The lines below that include "lane" are to be found and copied.

※ ※ ※

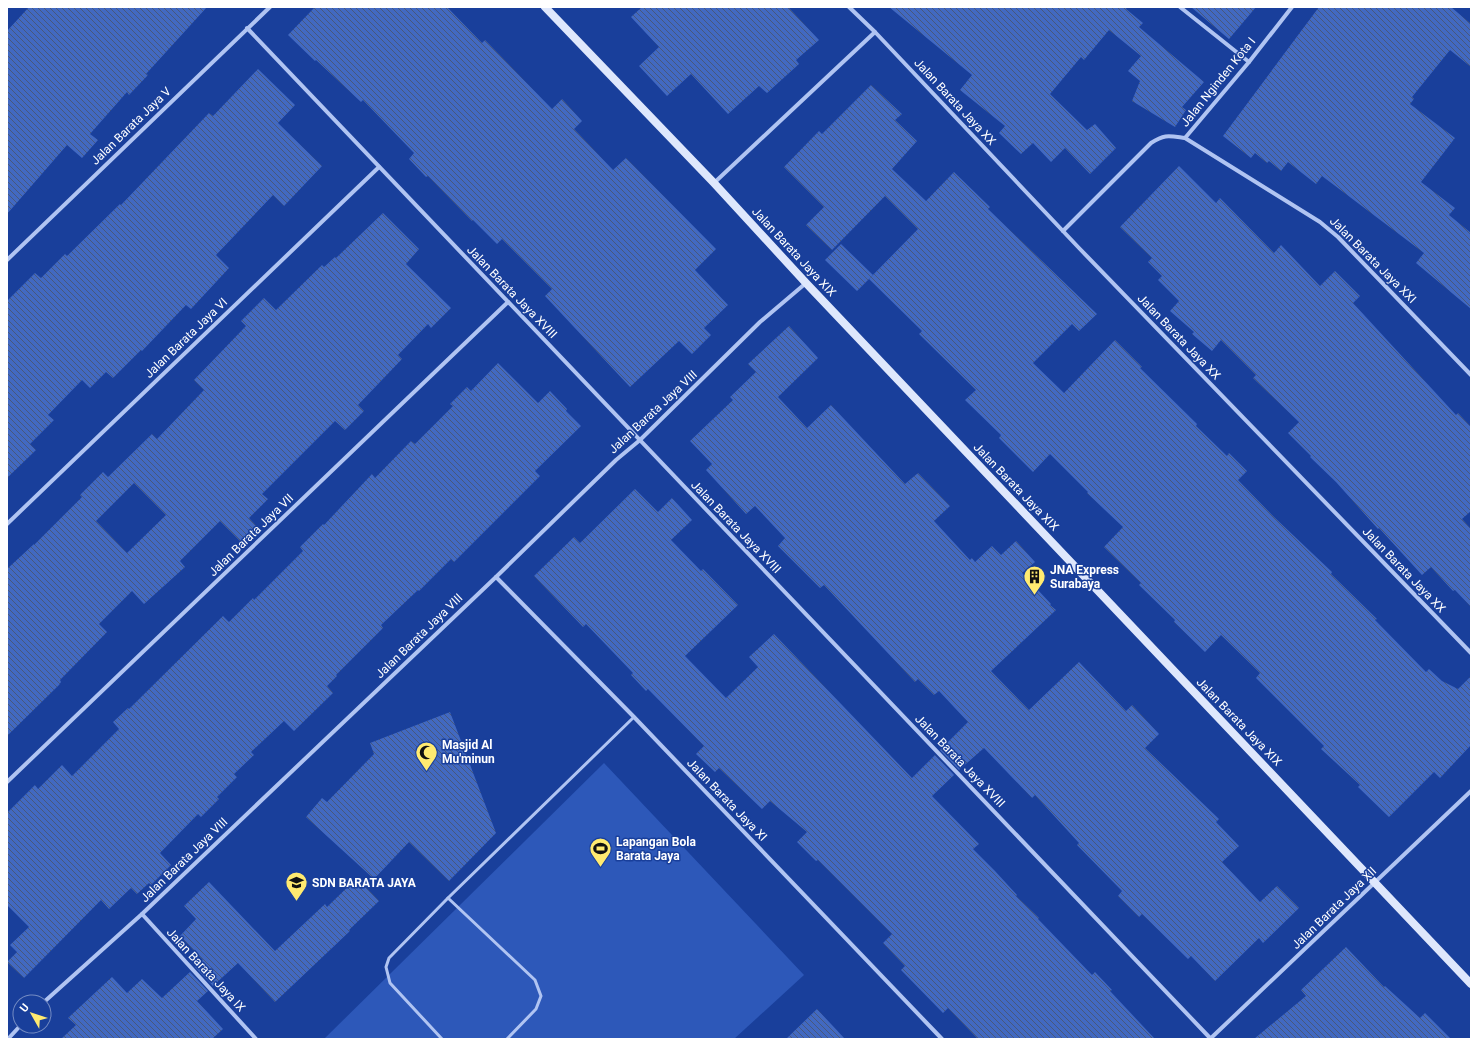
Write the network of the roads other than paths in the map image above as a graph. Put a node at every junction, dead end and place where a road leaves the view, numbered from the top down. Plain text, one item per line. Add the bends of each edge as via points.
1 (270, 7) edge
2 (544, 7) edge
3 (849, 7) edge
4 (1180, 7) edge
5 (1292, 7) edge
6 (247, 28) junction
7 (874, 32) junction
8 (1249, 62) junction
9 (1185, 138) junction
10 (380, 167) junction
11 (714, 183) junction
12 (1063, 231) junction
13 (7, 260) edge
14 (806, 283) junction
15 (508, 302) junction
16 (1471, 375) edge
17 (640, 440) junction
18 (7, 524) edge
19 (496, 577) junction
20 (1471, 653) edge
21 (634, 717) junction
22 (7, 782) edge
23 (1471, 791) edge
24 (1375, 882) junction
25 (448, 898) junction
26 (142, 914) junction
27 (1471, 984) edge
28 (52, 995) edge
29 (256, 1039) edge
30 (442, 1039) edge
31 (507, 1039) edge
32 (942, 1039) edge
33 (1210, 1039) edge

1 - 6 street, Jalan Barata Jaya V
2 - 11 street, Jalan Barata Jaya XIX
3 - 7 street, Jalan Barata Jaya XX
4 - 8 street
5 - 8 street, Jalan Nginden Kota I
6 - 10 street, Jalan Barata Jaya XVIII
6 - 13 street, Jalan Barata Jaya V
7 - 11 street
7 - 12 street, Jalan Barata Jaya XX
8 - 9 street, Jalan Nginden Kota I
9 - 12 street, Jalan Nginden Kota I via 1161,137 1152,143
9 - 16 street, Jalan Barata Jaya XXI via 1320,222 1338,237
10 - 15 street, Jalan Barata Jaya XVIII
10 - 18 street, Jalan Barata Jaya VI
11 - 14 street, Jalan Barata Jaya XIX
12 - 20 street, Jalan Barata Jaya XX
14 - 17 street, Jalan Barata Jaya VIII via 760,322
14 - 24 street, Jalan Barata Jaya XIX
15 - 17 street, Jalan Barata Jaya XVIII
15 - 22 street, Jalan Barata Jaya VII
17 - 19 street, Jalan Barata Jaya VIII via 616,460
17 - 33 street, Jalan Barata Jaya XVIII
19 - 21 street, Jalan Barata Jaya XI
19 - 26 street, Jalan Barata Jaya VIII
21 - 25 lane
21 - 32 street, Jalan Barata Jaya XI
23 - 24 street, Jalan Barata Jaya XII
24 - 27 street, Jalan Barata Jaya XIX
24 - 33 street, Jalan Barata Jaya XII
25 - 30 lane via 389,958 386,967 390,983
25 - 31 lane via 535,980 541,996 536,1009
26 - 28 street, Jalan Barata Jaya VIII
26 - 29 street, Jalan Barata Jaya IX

※ ※ ※

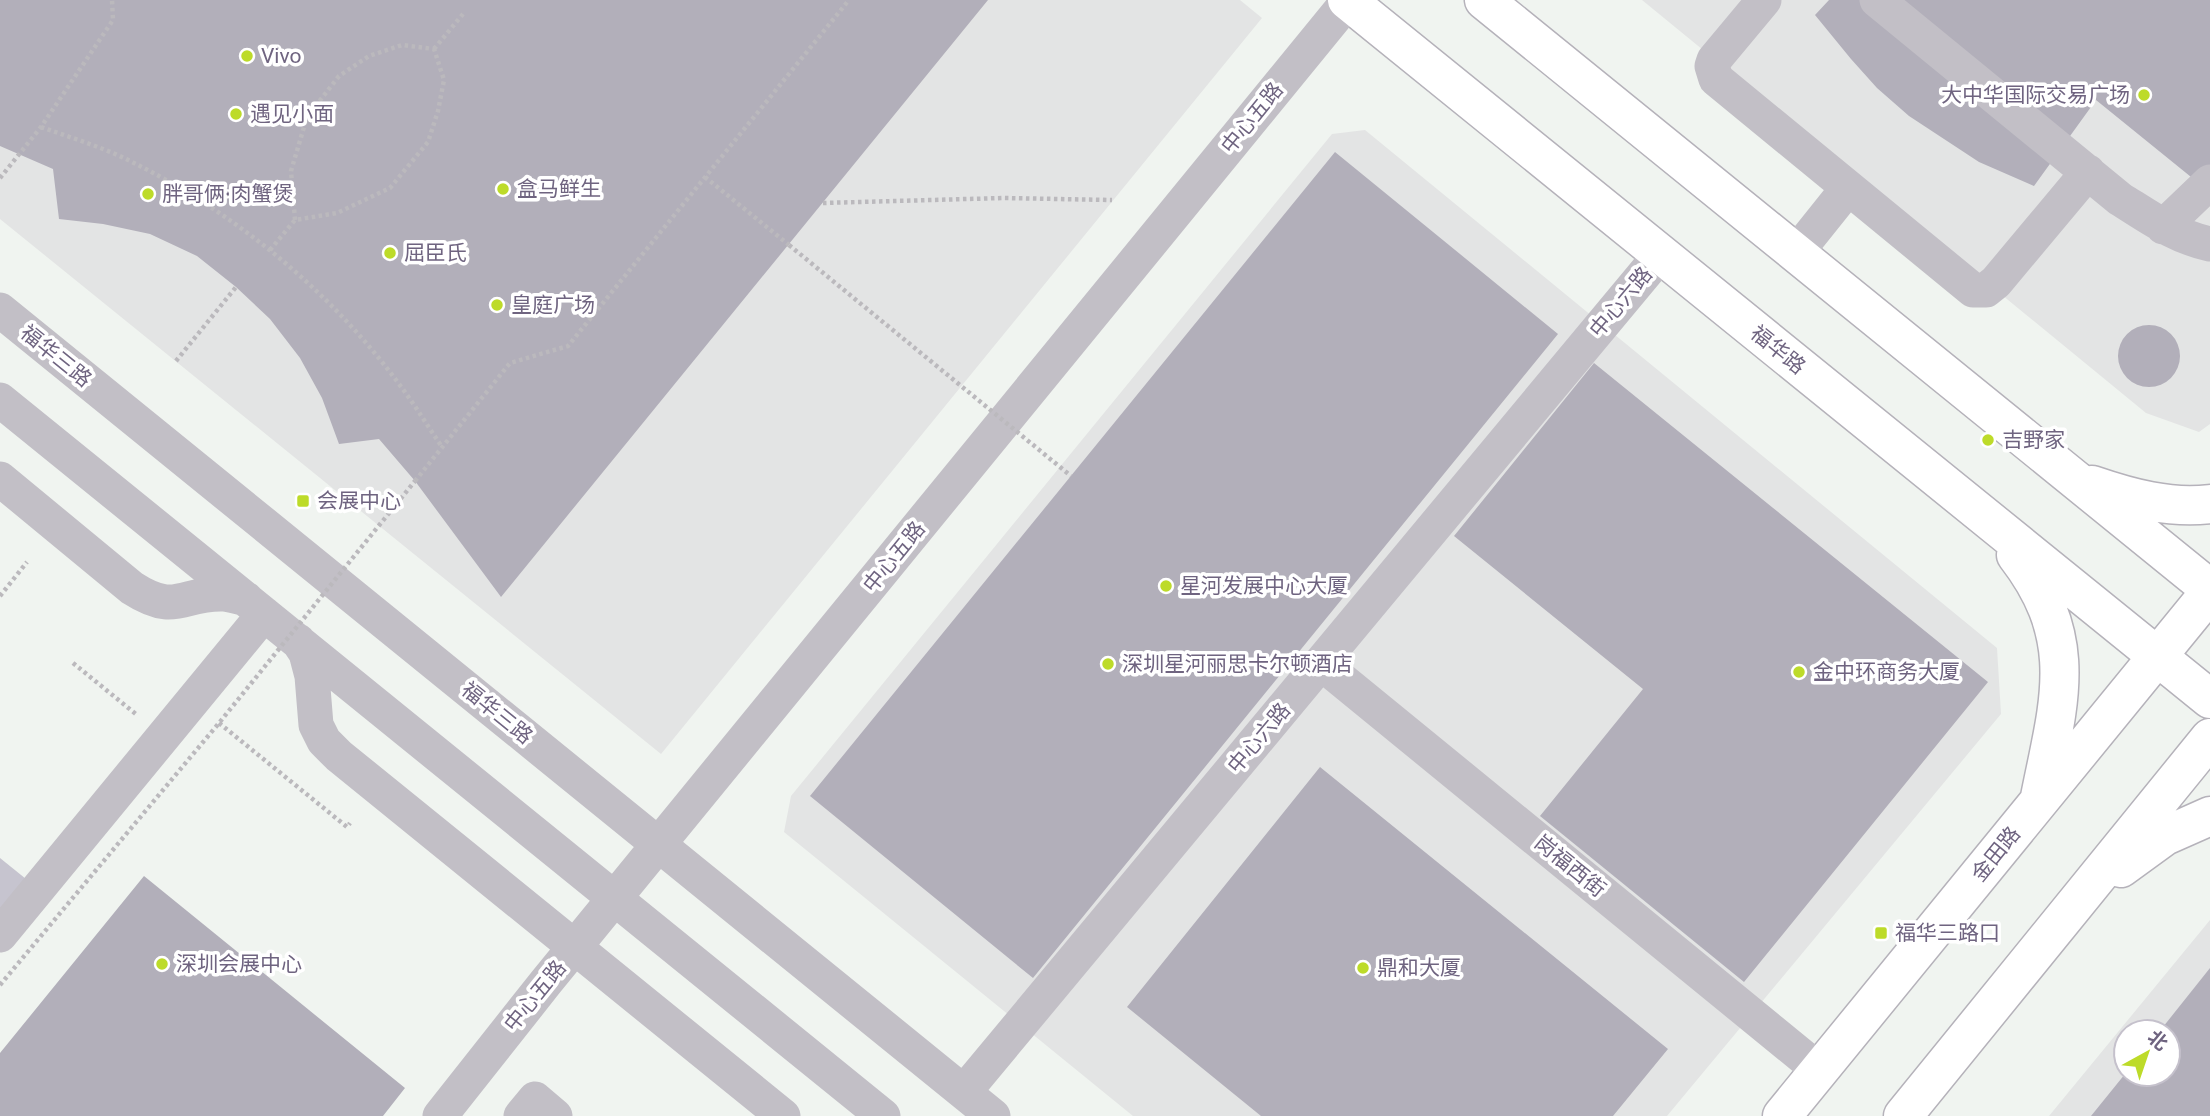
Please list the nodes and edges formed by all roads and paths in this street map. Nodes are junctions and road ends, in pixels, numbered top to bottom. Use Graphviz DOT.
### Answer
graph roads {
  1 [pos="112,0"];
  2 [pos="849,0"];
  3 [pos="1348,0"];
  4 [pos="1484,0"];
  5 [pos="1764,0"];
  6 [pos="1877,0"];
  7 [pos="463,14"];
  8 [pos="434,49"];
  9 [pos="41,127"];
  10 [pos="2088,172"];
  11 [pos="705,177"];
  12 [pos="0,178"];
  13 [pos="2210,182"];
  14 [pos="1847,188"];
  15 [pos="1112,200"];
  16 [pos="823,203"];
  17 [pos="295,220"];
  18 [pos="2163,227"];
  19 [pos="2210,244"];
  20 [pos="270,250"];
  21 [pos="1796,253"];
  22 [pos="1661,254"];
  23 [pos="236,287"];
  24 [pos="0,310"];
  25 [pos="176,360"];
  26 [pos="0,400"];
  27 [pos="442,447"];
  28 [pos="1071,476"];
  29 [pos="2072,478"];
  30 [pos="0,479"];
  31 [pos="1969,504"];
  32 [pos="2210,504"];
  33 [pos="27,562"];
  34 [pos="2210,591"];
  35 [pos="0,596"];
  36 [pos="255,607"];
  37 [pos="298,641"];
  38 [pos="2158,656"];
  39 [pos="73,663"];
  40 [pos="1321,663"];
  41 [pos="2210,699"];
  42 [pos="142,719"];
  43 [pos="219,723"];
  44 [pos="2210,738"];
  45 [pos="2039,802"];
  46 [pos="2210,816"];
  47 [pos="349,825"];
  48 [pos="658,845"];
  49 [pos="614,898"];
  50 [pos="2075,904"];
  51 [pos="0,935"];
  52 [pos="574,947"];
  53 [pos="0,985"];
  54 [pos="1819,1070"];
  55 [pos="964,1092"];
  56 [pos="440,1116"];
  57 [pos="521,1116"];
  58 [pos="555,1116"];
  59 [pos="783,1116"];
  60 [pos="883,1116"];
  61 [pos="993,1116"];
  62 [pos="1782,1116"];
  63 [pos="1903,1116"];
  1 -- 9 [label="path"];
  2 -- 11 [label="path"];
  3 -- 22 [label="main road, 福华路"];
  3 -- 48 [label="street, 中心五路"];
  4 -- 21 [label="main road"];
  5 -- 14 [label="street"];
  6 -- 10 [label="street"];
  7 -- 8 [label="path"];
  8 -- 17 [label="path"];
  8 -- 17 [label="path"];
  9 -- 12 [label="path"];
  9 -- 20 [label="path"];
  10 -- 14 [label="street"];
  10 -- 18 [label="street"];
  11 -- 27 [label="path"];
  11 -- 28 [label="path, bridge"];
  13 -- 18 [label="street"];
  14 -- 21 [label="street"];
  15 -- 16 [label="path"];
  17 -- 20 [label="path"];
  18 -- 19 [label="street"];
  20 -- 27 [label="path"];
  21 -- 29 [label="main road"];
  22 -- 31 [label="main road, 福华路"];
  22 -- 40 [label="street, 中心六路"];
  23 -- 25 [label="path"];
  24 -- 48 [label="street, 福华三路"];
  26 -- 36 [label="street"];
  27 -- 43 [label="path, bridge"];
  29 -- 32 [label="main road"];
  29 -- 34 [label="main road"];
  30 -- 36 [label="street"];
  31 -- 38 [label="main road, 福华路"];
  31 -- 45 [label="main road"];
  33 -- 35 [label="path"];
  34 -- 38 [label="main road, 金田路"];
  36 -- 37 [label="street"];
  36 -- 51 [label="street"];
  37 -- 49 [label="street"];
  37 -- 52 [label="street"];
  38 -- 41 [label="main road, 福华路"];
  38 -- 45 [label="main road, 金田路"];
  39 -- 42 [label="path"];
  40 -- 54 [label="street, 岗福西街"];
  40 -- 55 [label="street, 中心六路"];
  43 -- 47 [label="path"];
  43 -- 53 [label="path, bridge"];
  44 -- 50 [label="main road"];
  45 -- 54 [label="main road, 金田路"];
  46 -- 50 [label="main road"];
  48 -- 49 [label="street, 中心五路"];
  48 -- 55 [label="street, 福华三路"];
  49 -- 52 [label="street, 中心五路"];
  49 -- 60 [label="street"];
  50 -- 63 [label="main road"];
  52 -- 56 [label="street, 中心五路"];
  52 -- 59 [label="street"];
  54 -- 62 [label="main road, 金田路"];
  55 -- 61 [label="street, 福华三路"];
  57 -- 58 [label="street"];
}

※ ※ ※

:: Exercise response ::
21 - 25 lane
25 - 30 lane via 389,958 386,967 390,983
25 - 31 lane via 535,980 541,996 536,1009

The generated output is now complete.